May 9, 2009, 7:52 am

The two biggest players in the learning management system world, Blackboard and Angel, will soon be one company, since Blackboard has purchased Angel Learning, Inc. for $95 million.  From a superficial reading of the press release, it appears that Blackboard thinks of itself as having a more technologically innovative product, whereas Angel has a better track record with customers — and Blackboard has the money to pull off the purchase.

I can’t verify any of those claims, but I can say that we switched from Blackboard to Angel at my college a few years ago due to a general dissatisfaction with the quality of the product compared to the price we were paying. I don’t recall Blackboard as being particularly innovative, although admittedly that was 4-5 years ago. Angel has not been much of an improvement, and I’ve blogged before about the maddening UI design decisions that Angel has made. In going from Blackboard to Angel, we basically traded one set of deeply flawed LMS technology for another.

And now we have the situation where the current sub-par LMS technology maker is being bought out by the previous equally-but-differently-subpar LMS technology maker. So who knows what exactly we, the users at my college, are going to end up with. The best-case scenario is that we would get the best of both technologies. There are some things that Angel does  pretty well, well enough at least that I am no longer finding myself forced to roll my own LMS at Wikispaces just to retain my sanity. We shall see.

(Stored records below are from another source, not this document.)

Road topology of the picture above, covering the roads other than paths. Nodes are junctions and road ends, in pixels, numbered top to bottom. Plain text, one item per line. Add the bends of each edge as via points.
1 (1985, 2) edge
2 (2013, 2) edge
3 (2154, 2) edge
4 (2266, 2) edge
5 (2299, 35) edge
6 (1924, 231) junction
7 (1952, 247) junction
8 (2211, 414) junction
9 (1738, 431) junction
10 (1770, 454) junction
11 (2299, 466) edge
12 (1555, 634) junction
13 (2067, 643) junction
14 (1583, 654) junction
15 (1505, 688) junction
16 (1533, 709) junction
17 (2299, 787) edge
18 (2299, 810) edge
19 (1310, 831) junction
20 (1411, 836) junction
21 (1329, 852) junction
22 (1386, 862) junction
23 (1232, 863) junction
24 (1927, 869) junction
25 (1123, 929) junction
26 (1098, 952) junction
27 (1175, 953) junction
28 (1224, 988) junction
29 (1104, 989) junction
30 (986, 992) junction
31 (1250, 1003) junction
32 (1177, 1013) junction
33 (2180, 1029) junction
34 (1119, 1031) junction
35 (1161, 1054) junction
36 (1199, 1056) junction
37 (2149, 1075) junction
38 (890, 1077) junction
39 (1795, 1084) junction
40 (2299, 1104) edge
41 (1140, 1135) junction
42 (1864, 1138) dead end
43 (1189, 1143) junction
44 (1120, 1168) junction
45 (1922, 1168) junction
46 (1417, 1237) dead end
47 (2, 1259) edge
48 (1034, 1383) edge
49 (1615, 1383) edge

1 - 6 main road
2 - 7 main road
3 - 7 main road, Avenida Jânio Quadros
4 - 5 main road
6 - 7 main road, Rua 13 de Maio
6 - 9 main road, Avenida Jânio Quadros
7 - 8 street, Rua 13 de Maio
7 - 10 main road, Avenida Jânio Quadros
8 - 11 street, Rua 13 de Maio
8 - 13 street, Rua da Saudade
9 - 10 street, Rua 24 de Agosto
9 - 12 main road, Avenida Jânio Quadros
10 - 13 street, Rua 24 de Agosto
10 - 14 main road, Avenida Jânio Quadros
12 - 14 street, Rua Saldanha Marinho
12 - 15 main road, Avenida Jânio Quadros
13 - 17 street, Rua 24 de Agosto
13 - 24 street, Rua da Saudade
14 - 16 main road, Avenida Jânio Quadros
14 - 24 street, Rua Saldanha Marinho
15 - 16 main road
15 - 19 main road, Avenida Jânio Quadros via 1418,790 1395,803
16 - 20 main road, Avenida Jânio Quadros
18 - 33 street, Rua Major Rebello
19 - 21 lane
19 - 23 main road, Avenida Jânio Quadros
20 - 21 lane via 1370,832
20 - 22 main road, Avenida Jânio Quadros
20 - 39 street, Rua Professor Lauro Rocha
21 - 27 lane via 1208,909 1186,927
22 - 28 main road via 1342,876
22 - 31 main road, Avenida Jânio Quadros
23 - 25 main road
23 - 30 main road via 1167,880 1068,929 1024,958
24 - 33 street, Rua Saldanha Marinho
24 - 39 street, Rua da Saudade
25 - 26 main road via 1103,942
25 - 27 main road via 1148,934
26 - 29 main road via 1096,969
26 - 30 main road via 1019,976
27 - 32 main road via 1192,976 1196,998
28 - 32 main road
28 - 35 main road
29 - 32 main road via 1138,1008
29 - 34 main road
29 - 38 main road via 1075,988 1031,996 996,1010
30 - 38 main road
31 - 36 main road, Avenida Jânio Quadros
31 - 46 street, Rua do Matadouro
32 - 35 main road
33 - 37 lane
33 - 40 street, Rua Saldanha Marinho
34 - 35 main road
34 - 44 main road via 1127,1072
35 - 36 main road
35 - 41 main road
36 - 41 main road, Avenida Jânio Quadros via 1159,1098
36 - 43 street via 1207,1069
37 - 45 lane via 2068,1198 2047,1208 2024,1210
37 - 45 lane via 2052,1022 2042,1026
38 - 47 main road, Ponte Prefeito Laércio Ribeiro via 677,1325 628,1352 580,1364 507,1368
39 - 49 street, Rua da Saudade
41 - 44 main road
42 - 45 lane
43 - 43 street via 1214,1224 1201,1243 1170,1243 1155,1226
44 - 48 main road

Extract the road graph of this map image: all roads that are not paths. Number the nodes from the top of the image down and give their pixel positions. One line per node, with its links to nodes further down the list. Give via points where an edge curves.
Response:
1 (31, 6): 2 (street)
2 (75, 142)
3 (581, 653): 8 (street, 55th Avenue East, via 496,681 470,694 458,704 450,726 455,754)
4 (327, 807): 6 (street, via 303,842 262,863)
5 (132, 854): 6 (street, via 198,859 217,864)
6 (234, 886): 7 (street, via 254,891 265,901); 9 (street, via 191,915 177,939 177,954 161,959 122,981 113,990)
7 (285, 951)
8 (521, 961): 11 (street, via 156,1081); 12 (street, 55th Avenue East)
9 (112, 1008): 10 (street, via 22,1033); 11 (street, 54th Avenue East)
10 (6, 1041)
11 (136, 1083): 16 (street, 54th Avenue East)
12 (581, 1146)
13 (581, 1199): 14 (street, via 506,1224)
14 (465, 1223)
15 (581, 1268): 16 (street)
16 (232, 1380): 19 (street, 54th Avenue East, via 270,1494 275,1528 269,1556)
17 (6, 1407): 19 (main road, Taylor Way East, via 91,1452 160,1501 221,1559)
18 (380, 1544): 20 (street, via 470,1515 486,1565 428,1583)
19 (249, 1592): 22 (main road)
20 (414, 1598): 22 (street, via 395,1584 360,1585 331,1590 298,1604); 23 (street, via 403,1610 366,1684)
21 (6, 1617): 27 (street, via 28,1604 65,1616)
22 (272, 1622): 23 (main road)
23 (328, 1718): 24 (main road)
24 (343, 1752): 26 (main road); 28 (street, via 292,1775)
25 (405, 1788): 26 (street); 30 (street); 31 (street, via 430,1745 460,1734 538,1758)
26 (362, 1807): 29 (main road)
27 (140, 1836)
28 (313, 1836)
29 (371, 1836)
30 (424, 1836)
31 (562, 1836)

In the meanwhile, Jon Mott has some excellent thoughts about life post-LMS. I think he’s right that the basic problem isn’t the implementation of the technology (although, as I’ve noted, there are some big problems there with Angel and probably with Blackboard as well) but rather the paradigm on which the technology is based. It makes me wonder if the real LMS that best suits the modern college or university is already out there, in the form of previously-released tools that just need to be cobbled together rather than an expensive proprietary software package that tries to emulate those tools.